Petroleum products and blending components are a class of goods that require an import permit in terms of the International Trade Administration Act (71/2002). The International Trade Administration Commission issues import permits for petroleum products on the strength of a ‘recommendation’ to be obtained from the Department of Energy.
Is oil and gas pricing regulated in your jurisdiction?
The Gas Act empowers NERSA – as the mandated regulator of the electricity, piped-gas and petroleum pipeline industries – to determine the maximum prices to be charged by individual gas distributors, reticulators and traders. However, this power is predicated on a determination by NERSA that there is inadequate competition in the gas industry.
The Piped Gas Regulations were promulgated by the minister of energy to govern the determination of maximum prices. The criterion for maximum price determination is that it enable the licensee to recover all efficient and prudently incurred investment and operational costs, and generation of a profit commensurate with risk. The Piped Gas Regulations also require the set maximum price to differentiate between classes of customer based on volumes purchased.
The Gas Act prohibits discrimination between customers or classes of customer in relation to access, tariffs, prices, conditions or service, except for objectively justifiable and identifiable differences relating to matters such as quantity, transmission distance, length of contract, load profile, interruptible supply or other distinguishing features approved by NERSA.
The price of petroleum products is likewise regulated by the minister of energy. Section 2(1)(c) of the Petroleum Products Act, 1977 empowers the minister of energy to “prescribe the price, or a maximum or minimum price, or a maximum and minimum price, at which any petroleum product may be sold or bought”.
The retail price of various crude oil products is set by notice in the Government Gazette. The price of fuel in particular is set according to a system referred to as the Regulatory Accounting System. It is adjusted on the first Wednesday of every month in accordance with a calculation carried out by the Central Energy Fund on behalf of the minister of energy. The price reflects both international and domestic elements – specifically, the dollar price of the product on world markets, the retail and marketing margins, transport costs and taxes and levies denominated in local currency.

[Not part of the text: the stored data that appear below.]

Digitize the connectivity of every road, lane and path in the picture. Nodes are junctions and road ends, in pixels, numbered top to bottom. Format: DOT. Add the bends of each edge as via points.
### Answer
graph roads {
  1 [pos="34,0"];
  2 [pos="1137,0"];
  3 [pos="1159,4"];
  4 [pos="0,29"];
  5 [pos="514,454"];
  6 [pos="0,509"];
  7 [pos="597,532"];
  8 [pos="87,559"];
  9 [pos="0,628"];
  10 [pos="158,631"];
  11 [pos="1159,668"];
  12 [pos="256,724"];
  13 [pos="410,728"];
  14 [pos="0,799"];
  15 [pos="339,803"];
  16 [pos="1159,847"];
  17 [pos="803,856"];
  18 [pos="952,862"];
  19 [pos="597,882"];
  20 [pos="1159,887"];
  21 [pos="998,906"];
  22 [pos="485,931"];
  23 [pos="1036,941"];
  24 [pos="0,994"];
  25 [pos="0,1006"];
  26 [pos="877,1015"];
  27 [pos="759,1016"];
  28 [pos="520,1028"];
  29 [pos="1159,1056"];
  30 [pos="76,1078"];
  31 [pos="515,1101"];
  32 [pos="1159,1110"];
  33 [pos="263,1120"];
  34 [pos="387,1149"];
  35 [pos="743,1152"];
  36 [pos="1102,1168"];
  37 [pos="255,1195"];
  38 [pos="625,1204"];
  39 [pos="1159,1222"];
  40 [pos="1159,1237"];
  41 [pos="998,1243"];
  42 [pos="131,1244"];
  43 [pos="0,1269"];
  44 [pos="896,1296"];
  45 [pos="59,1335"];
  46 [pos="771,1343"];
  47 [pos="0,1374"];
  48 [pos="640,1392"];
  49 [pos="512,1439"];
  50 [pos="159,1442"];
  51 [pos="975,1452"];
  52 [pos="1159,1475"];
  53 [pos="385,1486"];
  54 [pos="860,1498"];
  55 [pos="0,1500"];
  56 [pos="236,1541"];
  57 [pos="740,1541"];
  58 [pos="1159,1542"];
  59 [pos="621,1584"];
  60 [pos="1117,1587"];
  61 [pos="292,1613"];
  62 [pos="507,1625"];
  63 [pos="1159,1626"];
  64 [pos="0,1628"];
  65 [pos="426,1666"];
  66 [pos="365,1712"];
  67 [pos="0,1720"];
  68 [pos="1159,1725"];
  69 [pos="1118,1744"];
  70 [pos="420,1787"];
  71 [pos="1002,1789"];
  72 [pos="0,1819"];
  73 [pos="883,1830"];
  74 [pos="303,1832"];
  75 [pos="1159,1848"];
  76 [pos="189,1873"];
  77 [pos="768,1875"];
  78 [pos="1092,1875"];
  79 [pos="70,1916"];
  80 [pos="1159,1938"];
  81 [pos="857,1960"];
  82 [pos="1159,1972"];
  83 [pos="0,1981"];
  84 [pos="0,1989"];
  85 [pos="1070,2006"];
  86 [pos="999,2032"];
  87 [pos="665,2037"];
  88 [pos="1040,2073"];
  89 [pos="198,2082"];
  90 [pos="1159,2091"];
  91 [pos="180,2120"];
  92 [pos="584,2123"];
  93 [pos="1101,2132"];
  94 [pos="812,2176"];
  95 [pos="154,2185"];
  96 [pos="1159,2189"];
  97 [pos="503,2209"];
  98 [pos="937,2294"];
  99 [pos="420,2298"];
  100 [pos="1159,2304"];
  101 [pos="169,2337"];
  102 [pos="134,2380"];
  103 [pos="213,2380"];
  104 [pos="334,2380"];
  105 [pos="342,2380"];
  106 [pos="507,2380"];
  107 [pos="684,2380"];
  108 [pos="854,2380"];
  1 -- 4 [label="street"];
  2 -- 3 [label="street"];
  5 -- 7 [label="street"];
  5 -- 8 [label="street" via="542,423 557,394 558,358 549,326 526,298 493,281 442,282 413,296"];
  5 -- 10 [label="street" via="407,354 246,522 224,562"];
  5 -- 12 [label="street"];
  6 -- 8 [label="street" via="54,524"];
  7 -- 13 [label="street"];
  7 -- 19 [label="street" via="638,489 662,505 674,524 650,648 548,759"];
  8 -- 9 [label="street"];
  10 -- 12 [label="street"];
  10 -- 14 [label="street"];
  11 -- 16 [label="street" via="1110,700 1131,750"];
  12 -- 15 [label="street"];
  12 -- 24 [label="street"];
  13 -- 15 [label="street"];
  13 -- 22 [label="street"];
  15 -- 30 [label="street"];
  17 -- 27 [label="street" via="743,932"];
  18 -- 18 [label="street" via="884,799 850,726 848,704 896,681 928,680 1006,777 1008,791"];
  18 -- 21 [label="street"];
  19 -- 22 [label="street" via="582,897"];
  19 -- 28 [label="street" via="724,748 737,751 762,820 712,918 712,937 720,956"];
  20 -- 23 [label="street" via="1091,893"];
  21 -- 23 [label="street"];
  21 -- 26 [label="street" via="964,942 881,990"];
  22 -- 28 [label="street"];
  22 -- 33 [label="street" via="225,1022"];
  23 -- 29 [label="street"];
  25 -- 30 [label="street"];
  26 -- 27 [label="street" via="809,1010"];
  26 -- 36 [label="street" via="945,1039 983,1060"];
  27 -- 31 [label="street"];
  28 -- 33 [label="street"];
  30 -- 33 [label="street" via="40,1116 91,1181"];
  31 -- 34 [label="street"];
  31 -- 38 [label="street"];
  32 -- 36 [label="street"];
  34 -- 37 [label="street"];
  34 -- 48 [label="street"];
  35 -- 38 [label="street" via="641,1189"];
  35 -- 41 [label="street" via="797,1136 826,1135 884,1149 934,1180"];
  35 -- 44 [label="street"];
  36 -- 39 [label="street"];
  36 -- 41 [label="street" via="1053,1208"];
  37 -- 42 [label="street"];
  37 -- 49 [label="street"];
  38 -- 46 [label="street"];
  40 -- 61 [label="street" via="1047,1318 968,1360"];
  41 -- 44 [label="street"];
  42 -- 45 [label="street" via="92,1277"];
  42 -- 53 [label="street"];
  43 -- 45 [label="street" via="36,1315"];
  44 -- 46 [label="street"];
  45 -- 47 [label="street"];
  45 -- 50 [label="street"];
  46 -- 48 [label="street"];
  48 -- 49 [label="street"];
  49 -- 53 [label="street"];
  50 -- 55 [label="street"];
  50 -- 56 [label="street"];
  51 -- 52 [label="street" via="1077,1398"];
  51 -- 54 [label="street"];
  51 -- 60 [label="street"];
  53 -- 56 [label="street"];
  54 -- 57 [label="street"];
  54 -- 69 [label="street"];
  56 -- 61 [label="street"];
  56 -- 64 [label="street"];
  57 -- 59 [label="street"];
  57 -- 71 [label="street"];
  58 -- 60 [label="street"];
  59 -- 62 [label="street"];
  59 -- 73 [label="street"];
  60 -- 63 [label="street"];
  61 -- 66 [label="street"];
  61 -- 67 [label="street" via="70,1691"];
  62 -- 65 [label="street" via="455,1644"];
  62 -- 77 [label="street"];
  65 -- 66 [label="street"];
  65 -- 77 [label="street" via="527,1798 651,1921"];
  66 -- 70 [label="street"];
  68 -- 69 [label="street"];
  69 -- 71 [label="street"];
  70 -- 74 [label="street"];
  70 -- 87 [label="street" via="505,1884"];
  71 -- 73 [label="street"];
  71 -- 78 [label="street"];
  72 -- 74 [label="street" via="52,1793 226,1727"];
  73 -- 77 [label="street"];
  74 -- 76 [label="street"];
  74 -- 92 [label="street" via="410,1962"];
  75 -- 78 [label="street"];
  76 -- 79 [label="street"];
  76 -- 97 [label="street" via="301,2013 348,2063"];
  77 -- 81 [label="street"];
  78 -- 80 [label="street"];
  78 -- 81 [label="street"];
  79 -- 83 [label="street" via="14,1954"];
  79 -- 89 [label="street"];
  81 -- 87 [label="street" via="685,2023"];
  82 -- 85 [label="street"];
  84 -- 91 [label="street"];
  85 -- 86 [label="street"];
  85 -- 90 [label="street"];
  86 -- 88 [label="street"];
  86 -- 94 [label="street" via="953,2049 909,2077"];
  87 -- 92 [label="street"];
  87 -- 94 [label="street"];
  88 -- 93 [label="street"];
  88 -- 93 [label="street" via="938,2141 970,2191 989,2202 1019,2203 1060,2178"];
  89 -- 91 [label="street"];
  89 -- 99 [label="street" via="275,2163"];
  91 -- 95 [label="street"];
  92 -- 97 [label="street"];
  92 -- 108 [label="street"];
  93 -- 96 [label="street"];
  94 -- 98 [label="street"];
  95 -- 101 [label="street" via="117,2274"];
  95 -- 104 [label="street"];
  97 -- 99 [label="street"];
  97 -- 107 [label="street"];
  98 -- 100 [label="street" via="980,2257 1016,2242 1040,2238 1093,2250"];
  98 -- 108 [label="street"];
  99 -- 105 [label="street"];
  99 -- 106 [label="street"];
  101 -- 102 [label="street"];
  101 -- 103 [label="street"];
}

Occupational health and safety and labour issues
Health and safety
What health and safety regulations and procedures apply to oil and gas operations (upstream, midstream and downstream)?
Health and safety at upstream oil facilities is regulated primarily by the Mines Health and Safety Act (29/1996) (for upstream facilities). This statute is administered by the chief inspector of mines. In addition, with regard to offshore installations, the Maritime Occupational Safety Regulations, Marine Traffic Act (2/1981) and Maritime Zones Act (15/1994) may be relevant.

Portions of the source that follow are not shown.